Return each entry exactly, with none missing.

[Data items]

***

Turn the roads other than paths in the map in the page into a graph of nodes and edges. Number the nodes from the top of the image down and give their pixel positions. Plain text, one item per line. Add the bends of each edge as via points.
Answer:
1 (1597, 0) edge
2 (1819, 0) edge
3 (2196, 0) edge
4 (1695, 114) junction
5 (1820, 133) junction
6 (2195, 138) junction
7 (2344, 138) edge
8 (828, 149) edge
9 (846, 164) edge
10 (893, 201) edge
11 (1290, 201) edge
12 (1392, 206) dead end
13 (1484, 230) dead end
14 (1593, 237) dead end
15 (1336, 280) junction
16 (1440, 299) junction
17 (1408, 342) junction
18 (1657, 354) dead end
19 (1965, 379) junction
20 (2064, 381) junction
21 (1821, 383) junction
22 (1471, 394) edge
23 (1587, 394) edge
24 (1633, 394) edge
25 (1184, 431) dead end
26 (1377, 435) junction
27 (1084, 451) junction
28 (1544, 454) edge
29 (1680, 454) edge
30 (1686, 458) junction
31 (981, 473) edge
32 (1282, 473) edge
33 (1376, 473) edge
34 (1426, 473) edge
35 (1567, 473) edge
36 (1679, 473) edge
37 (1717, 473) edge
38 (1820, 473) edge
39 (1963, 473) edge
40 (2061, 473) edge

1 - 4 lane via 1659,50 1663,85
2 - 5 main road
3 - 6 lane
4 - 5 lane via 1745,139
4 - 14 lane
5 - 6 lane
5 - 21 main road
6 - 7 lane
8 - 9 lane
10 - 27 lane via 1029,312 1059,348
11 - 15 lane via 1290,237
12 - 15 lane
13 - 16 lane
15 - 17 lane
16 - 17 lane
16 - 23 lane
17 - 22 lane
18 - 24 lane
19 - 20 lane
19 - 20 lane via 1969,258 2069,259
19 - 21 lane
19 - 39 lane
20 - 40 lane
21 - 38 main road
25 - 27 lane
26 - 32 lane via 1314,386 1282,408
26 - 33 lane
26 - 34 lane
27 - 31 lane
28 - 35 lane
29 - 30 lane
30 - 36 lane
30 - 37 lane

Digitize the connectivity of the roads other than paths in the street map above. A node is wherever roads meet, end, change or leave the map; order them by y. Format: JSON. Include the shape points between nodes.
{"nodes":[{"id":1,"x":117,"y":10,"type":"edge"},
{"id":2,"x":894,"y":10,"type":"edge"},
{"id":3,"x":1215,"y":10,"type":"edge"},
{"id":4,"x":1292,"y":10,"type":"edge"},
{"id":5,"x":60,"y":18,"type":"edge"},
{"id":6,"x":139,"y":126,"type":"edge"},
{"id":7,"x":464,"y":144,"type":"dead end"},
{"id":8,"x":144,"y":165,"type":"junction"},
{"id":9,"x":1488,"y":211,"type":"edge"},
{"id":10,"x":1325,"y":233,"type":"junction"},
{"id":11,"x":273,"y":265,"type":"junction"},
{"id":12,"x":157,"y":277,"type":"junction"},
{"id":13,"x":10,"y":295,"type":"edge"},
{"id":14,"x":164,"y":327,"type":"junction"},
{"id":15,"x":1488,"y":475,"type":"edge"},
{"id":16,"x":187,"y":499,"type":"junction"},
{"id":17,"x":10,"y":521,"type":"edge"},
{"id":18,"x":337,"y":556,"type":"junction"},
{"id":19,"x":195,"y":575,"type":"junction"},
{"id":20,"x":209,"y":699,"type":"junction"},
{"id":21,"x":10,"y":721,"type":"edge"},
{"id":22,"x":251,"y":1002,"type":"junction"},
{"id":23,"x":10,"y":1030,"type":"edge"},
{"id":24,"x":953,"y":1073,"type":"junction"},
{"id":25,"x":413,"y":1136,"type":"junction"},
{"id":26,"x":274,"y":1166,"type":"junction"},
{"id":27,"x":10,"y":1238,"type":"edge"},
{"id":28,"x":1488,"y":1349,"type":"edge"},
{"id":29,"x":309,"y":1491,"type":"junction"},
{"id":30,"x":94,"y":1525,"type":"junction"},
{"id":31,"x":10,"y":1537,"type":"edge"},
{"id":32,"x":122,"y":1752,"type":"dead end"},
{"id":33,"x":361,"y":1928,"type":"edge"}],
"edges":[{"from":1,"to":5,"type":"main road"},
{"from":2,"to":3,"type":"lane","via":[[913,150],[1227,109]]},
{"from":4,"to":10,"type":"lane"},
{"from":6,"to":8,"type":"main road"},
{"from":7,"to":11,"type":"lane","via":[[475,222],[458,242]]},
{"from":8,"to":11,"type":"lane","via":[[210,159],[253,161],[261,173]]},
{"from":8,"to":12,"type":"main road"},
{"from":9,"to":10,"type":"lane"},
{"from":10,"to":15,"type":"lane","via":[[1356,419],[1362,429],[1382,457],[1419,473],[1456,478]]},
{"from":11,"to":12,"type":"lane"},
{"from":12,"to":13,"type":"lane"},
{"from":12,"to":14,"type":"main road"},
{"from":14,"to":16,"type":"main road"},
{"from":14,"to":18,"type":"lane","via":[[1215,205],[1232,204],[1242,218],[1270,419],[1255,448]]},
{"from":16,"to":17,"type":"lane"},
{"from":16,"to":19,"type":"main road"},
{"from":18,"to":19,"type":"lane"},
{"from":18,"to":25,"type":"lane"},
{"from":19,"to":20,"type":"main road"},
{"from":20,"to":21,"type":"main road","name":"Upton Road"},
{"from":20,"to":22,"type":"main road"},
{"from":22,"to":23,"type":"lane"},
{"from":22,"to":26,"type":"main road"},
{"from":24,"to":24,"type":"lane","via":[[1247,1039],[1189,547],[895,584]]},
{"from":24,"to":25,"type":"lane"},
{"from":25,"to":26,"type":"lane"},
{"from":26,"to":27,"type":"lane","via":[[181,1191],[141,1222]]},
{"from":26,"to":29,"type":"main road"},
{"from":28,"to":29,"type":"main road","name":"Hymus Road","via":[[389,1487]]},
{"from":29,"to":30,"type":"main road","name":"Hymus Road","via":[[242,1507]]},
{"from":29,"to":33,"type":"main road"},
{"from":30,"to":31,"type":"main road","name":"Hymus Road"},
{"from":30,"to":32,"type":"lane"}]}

***

## COMPLETED EXERCISE
Turn the roads other than paths in the map in the page into a graph of nodes and edges. Number the nodes from the top of the image down and give their pixel positions. Plain text, one item per line. Add the bends of each edge as via points.
Answer:
1 (1597, 0) edge
2 (1819, 0) edge
3 (2196, 0) edge
4 (1695, 114) junction
5 (1820, 133) junction
6 (2195, 138) junction
7 (2344, 138) edge
8 (828, 149) edge
9 (846, 164) edge
10 (893, 201) edge
11 (1290, 201) edge
12 (1392, 206) dead end
13 (1484, 230) dead end
14 (1593, 237) dead end
15 (1336, 280) junction
16 (1440, 299) junction
17 (1408, 342) junction
18 (1657, 354) dead end
19 (1965, 379) junction
20 (2064, 381) junction
21 (1821, 383) junction
22 (1471, 394) edge
23 (1587, 394) edge
24 (1633, 394) edge
25 (1184, 431) dead end
26 (1377, 435) junction
27 (1084, 451) junction
28 (1544, 454) edge
29 (1680, 454) edge
30 (1686, 458) junction
31 (981, 473) edge
32 (1282, 473) edge
33 (1376, 473) edge
34 (1426, 473) edge
35 (1567, 473) edge
36 (1679, 473) edge
37 (1717, 473) edge
38 (1820, 473) edge
39 (1963, 473) edge
40 (2061, 473) edge

1 - 4 lane via 1659,50 1663,85
2 - 5 main road
3 - 6 lane
4 - 5 lane via 1745,139
4 - 14 lane
5 - 6 lane
5 - 21 main road
6 - 7 lane
8 - 9 lane
10 - 27 lane via 1029,312 1059,348
11 - 15 lane via 1290,237
12 - 15 lane
13 - 16 lane
15 - 17 lane
16 - 17 lane
16 - 23 lane
17 - 22 lane
18 - 24 lane
19 - 20 lane
19 - 20 lane via 1969,258 2069,259
19 - 21 lane
19 - 39 lane
20 - 40 lane
21 - 38 main road
25 - 27 lane
26 - 32 lane via 1314,386 1282,408
26 - 33 lane
26 - 34 lane
27 - 31 lane
28 - 35 lane
29 - 30 lane
30 - 36 lane
30 - 37 lane

Digitize the connectivity of the roads other than paths in the street map above. A node is wherever roads meet, end, change or leave the map; order them by y. Format: JSON. Include the shape points between nodes.
{"nodes":[{"id":1,"x":117,"y":10,"type":"edge"},
{"id":2,"x":894,"y":10,"type":"edge"},
{"id":3,"x":1215,"y":10,"type":"edge"},
{"id":4,"x":1292,"y":10,"type":"edge"},
{"id":5,"x":60,"y":18,"type":"edge"},
{"id":6,"x":139,"y":126,"type":"edge"},
{"id":7,"x":464,"y":144,"type":"dead end"},
{"id":8,"x":144,"y":165,"type":"junction"},
{"id":9,"x":1488,"y":211,"type":"edge"},
{"id":10,"x":1325,"y":233,"type":"junction"},
{"id":11,"x":273,"y":265,"type":"junction"},
{"id":12,"x":157,"y":277,"type":"junction"},
{"id":13,"x":10,"y":295,"type":"edge"},
{"id":14,"x":164,"y":327,"type":"junction"},
{"id":15,"x":1488,"y":475,"type":"edge"},
{"id":16,"x":187,"y":499,"type":"junction"},
{"id":17,"x":10,"y":521,"type":"edge"},
{"id":18,"x":337,"y":556,"type":"junction"},
{"id":19,"x":195,"y":575,"type":"junction"},
{"id":20,"x":209,"y":699,"type":"junction"},
{"id":21,"x":10,"y":721,"type":"edge"},
{"id":22,"x":251,"y":1002,"type":"junction"},
{"id":23,"x":10,"y":1030,"type":"edge"},
{"id":24,"x":953,"y":1073,"type":"junction"},
{"id":25,"x":413,"y":1136,"type":"junction"},
{"id":26,"x":274,"y":1166,"type":"junction"},
{"id":27,"x":10,"y":1238,"type":"edge"},
{"id":28,"x":1488,"y":1349,"type":"edge"},
{"id":29,"x":309,"y":1491,"type":"junction"},
{"id":30,"x":94,"y":1525,"type":"junction"},
{"id":31,"x":10,"y":1537,"type":"edge"},
{"id":32,"x":122,"y":1752,"type":"dead end"},
{"id":33,"x":361,"y":1928,"type":"edge"}],
"edges":[{"from":1,"to":5,"type":"main road"},
{"from":2,"to":3,"type":"lane","via":[[913,150],[1227,109]]},
{"from":4,"to":10,"type":"lane"},
{"from":6,"to":8,"type":"main road"},
{"from":7,"to":11,"type":"lane","via":[[475,222],[458,242]]},
{"from":8,"to":11,"type":"lane","via":[[210,159],[253,161],[261,173]]},
{"from":8,"to":12,"type":"main road"},
{"from":9,"to":10,"type":"lane"},
{"from":10,"to":15,"type":"lane","via":[[1356,419],[1362,429],[1382,457],[1419,473],[1456,478]]},
{"from":11,"to":12,"type":"lane"},
{"from":12,"to":13,"type":"lane"},
{"from":12,"to":14,"type":"main road"},
{"from":14,"to":16,"type":"main road"},
{"from":14,"to":18,"type":"lane","via":[[1215,205],[1232,204],[1242,218],[1270,419],[1255,448]]},
{"from":16,"to":17,"type":"lane"},
{"from":16,"to":19,"type":"main road"},
{"from":18,"to":19,"type":"lane"},
{"from":18,"to":25,"type":"lane"},
{"from":19,"to":20,"type":"main road"},
{"from":20,"to":21,"type":"main road","name":"Upton Road"},
{"from":20,"to":22,"type":"main road"},
{"from":22,"to":23,"type":"lane"},
{"from":22,"to":26,"type":"main road"},
{"from":24,"to":24,"type":"lane","via":[[1247,1039],[1189,547],[895,584]]},
{"from":24,"to":25,"type":"lane"},
{"from":25,"to":26,"type":"lane"},
{"from":26,"to":27,"type":"lane","via":[[181,1191],[141,1222]]},
{"from":26,"to":29,"type":"main road"},
{"from":28,"to":29,"type":"main road","name":"Hymus Road","via":[[389,1487]]},
{"from":29,"to":30,"type":"main road","name":"Hymus Road","via":[[242,1507]]},
{"from":29,"to":33,"type":"main road"},
{"from":30,"to":31,"type":"main road","name":"Hymus Road"},
{"from":30,"to":32,"type":"lane"}]}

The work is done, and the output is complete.